Personal information
- Date of birth: 13 May 1976 (age 50)
- Place of birth: Gdańsk, Poland
- Height: 1.93 m (6 ft 4 in)
- Position: Goalkeeper

Team information
- Current team: Moto-Jelcz Oława (goalkeeping coach)

Youth career
- 1991–1993: Lechia Gdańsk
- 1993–1994: Hutnik Warsaw
- 1994–1995: Polonia Warsaw

Senior career*
- Years: Team / Apps / (Gls)
- 1995–2000: Legia Warsaw / 103 / (0)
- 2000: PAOK / 14 / (0)
- 2001: Śląsk Wrocław / 8 / (0)
- 2001–2004: Amica Wronki / 76 / (0)
- 2004–2005: Admira Wacker / 35 / (0)
- 2005–2007: Sturm Graz / 57 / (0)
- 2007–2008: Dundee United / 18 / (0)
- 2008: Preston North End / 0 / (0)
- 2008: F.C. Ashdod / 10 / (0)
- 2009: Hibernian / 12 / (0)
- 2009: Jagiellonia Białystok / 3 / (0)
- 2010–2011: Dunajská Streda / 5 / (0)
- 2011: Korona Kielce / 2 / (0)
- 2011: Warta Poznań / 5 / (0)
- 2012: Olimpia Elbląg / 2 / (0)
- 2013: Legia Warsaw (oldboys)
- 2018: Weszło Warsaw / 0 / (0)
- 2022: Weszło Warsaw / 1 / (0)
- Total:  / 351 / (0)

International career
- 1996–2003: Poland / 13 / (0)

= Grzegorz Szamotulski =

Polish footballer

Grzegorz Szamotulski (/pol/; born 13 May 1976) is a Polish former professional footballer who played as a goalkeeper.
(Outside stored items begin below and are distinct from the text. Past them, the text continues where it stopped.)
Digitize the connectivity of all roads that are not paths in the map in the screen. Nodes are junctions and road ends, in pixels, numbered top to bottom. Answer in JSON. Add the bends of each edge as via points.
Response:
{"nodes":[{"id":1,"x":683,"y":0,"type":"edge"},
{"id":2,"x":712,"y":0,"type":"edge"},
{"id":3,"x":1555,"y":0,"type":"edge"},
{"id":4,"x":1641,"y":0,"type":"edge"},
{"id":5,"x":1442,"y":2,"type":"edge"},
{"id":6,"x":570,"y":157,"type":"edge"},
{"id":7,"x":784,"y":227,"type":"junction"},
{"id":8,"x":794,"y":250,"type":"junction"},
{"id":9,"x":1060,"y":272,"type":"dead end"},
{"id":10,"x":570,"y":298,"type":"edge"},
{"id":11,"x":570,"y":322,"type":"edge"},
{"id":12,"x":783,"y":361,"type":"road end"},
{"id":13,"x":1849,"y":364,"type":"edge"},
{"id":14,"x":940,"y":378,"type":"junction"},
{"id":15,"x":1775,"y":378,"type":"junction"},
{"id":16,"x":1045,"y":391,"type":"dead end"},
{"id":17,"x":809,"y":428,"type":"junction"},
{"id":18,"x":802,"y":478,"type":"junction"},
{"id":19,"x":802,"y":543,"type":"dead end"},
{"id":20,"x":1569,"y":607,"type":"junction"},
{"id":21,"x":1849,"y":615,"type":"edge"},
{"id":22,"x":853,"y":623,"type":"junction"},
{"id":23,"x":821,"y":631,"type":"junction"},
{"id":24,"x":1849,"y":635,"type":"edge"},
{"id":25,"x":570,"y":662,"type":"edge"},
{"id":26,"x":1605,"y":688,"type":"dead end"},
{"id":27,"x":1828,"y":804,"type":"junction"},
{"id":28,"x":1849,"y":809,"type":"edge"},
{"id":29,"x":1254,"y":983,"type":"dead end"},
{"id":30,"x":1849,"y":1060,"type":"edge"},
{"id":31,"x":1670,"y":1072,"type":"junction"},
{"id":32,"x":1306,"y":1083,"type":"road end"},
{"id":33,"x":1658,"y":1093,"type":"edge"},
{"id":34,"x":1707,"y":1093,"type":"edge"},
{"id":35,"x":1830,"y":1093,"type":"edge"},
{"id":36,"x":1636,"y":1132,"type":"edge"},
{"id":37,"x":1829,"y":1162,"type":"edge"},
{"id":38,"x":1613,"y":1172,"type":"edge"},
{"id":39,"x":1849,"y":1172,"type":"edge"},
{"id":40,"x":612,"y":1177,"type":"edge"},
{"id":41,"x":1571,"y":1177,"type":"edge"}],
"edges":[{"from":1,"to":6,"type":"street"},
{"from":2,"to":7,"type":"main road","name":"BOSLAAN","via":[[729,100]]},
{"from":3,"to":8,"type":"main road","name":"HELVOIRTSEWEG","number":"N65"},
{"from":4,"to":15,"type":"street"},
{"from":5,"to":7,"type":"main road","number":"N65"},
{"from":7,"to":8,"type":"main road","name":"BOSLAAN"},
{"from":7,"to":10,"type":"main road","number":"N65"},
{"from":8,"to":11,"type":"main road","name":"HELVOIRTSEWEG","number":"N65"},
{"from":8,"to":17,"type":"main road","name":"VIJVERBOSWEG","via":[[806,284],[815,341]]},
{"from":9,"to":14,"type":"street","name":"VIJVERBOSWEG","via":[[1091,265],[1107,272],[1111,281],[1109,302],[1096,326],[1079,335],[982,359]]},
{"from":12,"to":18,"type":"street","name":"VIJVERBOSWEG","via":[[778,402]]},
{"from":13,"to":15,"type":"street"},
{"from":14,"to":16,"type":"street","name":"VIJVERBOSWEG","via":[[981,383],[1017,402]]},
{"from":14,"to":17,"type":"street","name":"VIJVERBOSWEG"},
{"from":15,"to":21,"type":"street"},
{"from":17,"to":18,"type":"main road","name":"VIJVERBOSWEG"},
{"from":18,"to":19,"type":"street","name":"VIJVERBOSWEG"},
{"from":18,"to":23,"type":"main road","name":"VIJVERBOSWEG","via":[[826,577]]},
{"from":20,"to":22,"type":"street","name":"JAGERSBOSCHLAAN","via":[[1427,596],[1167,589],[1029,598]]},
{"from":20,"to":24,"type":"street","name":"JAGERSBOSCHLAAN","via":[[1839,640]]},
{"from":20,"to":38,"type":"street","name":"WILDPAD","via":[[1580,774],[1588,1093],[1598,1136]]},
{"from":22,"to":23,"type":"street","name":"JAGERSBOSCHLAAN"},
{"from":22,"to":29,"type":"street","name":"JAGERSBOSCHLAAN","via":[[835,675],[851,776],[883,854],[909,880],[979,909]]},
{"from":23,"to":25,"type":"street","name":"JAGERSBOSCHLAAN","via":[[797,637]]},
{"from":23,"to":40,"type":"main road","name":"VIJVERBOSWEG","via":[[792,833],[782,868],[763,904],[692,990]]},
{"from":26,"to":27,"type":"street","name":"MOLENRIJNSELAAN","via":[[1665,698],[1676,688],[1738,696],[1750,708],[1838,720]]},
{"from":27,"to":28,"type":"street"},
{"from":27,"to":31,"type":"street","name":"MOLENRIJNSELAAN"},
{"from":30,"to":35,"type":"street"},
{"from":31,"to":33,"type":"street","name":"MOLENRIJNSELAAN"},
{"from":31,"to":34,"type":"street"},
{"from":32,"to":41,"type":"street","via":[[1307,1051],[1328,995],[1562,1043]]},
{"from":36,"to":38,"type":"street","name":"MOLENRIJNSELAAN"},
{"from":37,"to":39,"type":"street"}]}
He is currently the goalkeeping coach for Moto-Jelcz Oława. He has had a nomadic career, playing for 15 clubs in seven countries: Poland, Greece, Austria, Scotland, England, Slovakia and Israel.

==Career==
Born in Gdańsk, Szamotulski started his career with Lechia Gdańsk before making over 100 appearances for Legia Warsaw. Grzegorz then went on to play for PAOK FC, Śląsk Wrocław, Amica Wronki, Admira Wacker Mödling and Sturm Graz.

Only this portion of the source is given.